Go through the entries below and print, exactly, the lines starting at the one with "index dip: (414, 167)" and ending at the one with "index pip: (227, 162)", keeping both ends and no others.

[[ Records supplied, beginning ]]

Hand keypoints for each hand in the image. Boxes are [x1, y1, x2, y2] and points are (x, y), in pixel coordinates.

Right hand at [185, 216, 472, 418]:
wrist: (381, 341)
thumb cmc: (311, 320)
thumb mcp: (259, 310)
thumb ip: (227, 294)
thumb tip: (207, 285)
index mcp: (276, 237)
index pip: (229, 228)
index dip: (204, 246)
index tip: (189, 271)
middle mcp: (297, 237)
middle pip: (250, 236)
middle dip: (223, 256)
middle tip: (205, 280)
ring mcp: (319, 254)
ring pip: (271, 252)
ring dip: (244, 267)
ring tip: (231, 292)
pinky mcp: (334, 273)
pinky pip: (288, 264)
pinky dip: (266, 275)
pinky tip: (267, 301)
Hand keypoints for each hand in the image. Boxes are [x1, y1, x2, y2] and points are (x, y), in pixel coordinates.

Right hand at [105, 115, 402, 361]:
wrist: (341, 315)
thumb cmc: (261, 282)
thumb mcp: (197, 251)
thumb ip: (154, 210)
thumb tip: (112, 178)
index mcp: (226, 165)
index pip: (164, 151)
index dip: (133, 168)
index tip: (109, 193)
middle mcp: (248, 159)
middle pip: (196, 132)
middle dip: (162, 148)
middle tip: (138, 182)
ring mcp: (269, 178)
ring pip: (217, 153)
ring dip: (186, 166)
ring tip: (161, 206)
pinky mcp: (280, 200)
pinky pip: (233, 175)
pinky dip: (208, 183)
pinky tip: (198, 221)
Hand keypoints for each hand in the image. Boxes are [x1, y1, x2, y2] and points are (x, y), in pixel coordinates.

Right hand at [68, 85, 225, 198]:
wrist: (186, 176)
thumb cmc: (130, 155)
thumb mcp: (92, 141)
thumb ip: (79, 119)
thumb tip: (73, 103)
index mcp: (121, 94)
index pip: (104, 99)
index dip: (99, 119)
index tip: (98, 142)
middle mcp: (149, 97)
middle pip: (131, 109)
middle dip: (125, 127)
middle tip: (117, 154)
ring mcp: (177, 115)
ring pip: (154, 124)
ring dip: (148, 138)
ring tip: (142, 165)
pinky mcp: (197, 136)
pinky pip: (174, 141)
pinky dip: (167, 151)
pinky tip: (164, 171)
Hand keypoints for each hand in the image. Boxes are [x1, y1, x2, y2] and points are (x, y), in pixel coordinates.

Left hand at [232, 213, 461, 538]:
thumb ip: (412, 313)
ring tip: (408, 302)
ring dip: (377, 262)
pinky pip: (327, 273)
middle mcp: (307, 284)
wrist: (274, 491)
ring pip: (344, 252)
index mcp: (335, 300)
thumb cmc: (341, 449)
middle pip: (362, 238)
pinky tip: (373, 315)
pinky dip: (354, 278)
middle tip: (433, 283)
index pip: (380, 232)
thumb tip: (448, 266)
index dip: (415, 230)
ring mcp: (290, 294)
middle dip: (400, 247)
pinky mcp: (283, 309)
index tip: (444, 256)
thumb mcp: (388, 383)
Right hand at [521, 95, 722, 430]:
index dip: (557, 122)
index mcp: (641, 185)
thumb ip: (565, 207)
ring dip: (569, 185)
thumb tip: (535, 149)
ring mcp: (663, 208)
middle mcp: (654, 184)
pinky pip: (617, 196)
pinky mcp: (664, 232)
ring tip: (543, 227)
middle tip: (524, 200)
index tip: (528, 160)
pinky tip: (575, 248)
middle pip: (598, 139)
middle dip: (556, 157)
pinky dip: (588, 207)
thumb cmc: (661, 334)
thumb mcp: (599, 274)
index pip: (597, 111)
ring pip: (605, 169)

[[ Records supplied, end ]]
[[ Records supplied, beginning ]]

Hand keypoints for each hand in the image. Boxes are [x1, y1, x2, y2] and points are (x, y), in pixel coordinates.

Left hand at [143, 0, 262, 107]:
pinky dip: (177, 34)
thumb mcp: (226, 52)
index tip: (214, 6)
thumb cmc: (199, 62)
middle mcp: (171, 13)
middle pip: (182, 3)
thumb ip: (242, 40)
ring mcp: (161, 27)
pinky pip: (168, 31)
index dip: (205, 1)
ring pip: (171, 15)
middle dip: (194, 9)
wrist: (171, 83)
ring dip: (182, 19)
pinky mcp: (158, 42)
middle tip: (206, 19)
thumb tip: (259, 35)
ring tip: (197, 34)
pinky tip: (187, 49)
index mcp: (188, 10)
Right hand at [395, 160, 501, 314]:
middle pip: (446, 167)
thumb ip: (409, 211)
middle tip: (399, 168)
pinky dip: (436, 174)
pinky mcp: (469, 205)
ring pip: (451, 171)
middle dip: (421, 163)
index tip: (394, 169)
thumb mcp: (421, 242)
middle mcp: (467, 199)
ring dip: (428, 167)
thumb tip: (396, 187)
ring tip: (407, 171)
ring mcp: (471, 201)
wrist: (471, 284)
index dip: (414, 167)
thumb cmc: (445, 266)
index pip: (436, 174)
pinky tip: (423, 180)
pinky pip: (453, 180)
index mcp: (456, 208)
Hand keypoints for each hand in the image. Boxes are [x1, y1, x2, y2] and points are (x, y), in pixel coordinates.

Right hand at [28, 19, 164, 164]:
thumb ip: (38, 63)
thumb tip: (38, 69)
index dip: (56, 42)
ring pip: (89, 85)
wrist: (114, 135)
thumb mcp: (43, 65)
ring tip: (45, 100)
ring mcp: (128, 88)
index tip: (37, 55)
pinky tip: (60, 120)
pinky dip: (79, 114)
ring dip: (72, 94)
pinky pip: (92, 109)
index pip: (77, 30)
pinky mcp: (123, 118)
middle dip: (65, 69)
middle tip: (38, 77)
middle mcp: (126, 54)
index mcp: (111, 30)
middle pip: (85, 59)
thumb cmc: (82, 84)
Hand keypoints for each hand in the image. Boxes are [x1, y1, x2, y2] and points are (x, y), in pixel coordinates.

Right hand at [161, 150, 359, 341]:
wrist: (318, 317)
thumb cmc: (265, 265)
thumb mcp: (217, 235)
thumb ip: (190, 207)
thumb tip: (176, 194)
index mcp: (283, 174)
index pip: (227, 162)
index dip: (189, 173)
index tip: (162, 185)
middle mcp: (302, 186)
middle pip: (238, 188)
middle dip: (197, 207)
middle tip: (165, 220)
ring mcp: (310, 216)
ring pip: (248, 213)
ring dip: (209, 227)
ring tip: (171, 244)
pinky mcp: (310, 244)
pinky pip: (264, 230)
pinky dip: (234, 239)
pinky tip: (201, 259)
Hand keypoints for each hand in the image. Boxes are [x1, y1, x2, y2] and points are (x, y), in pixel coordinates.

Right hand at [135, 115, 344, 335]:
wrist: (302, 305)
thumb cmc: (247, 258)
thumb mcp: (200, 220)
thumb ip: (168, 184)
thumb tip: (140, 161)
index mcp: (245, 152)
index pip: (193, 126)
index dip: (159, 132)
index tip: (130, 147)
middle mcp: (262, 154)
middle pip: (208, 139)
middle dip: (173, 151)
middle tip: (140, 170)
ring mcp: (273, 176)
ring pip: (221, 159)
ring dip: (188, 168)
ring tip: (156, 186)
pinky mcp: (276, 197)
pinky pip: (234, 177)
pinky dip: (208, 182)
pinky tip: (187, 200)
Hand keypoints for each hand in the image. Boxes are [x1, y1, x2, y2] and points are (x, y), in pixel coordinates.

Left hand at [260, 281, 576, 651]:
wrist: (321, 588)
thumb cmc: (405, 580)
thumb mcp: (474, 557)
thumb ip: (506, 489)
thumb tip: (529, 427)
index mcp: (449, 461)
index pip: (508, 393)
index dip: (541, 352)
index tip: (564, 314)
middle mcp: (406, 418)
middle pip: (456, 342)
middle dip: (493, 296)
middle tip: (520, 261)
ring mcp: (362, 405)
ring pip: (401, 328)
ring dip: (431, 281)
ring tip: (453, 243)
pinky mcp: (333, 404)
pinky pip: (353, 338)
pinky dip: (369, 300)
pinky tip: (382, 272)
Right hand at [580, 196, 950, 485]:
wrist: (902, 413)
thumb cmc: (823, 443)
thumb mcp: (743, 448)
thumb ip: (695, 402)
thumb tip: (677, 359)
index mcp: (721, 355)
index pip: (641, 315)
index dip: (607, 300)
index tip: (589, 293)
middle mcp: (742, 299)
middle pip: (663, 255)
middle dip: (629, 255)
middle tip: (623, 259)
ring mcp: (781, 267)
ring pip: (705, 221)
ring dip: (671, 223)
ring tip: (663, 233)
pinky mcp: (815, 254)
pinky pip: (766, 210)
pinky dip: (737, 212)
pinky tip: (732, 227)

[[ Records supplied, end ]]

Completed task:
index dip: (414, 167)
thumb cmc: (445, 266)
index pip: (436, 174)
pinky tip: (423, 180)
pinky pip: (453, 180)
index mcp: (456, 208)
Hand keypoints for each hand in the image. Boxes are [x1, y1, x2, y2] and points are (x, y), in pixel coordinates.

Right hand at [28, 19, 164, 164]:
thumb ip: (38, 63)
thumb tip: (38, 69)
index dip: (56, 42)
ring pip: (89, 85)
wrist: (114, 135)
thumb mcp: (43, 65)
ring tip: (45, 100)
ring mcp: (128, 88)
index tip: (37, 55)
pinky tip: (60, 120)
pinky dip: (79, 114)
ring dip: (72, 94)
pinky pip: (92, 109)
index pip: (77, 30)
pinky mcp: (123, 118)
middle dip: (65, 69)
middle tip: (38, 77)
middle mcp: (126, 54)
index mcp: (111, 30)
middle pip: (85, 59)
thumb cmc: (82, 84)
Hand keypoints for each hand in the image. Boxes are [x1, y1, x2, y2] and points are (x, y), in pixel coordinates.

Right hand at [161, 150, 359, 341]:
wrist: (318, 317)
thumb cmc: (265, 265)
thumb mcp: (217, 235)
thumb ip: (190, 207)
thumb tip: (176, 194)
index mcp: (283, 174)
index pip: (227, 162)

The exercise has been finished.